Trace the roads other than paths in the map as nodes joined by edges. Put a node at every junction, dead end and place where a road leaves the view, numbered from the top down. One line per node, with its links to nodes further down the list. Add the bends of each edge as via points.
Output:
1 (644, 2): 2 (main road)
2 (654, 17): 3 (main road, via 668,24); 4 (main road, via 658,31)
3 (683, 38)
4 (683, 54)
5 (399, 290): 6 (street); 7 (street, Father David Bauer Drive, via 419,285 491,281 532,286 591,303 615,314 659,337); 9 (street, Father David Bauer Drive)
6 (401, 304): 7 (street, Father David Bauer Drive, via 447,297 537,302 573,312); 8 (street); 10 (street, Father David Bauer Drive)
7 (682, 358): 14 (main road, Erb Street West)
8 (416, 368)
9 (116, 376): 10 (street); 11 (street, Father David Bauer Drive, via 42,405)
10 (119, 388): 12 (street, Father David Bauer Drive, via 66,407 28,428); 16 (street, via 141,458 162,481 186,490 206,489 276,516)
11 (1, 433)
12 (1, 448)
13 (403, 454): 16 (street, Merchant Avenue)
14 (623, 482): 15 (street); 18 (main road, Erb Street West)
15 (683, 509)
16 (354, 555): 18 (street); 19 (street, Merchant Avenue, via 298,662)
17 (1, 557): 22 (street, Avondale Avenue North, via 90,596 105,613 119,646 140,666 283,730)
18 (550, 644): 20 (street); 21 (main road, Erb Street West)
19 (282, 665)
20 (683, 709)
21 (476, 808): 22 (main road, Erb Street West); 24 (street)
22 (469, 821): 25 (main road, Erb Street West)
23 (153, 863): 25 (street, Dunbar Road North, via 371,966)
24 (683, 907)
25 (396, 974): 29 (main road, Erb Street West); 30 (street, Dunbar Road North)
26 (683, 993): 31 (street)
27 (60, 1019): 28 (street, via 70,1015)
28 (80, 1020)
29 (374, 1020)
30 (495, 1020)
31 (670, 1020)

==========

Nothing may be left out: return each entry exactly as it reads.

* EXPECTED ANSWER
Trace the roads other than paths in the map as nodes joined by edges. Put a node at every junction, dead end and place where a road leaves the view, numbered from the top down. One line per node, with its links to nodes further down the list. Add the bends of each edge as via points.
Output:
1 (644, 2): 2 (main road)
2 (654, 17): 3 (main road, via 668,24); 4 (main road, via 658,31)
3 (683, 38)
4 (683, 54)
5 (399, 290): 6 (street); 7 (street, Father David Bauer Drive, via 419,285 491,281 532,286 591,303 615,314 659,337); 9 (street, Father David Bauer Drive)
6 (401, 304): 7 (street, Father David Bauer Drive, via 447,297 537,302 573,312); 8 (street); 10 (street, Father David Bauer Drive)
7 (682, 358): 14 (main road, Erb Street West)
8 (416, 368)
9 (116, 376): 10 (street); 11 (street, Father David Bauer Drive, via 42,405)
10 (119, 388): 12 (street, Father David Bauer Drive, via 66,407 28,428); 16 (street, via 141,458 162,481 186,490 206,489 276,516)
11 (1, 433)
12 (1, 448)
13 (403, 454): 16 (street, Merchant Avenue)
14 (623, 482): 15 (street); 18 (main road, Erb Street West)
15 (683, 509)
16 (354, 555): 18 (street); 19 (street, Merchant Avenue, via 298,662)
17 (1, 557): 22 (street, Avondale Avenue North, via 90,596 105,613 119,646 140,666 283,730)
18 (550, 644): 20 (street); 21 (main road, Erb Street West)
19 (282, 665)
20 (683, 709)
21 (476, 808): 22 (main road, Erb Street West); 24 (street)
22 (469, 821): 25 (main road, Erb Street West)
23 (153, 863): 25 (street, Dunbar Road North, via 371,966)
24 (683, 907)
25 (396, 974): 29 (main road, Erb Street West); 30 (street, Dunbar Road North)
26 (683, 993): 31 (street)
27 (60, 1019): 28 (street, via 70,1015)
28 (80, 1020)
29 (374, 1020)
30 (495, 1020)
31 (670, 1020)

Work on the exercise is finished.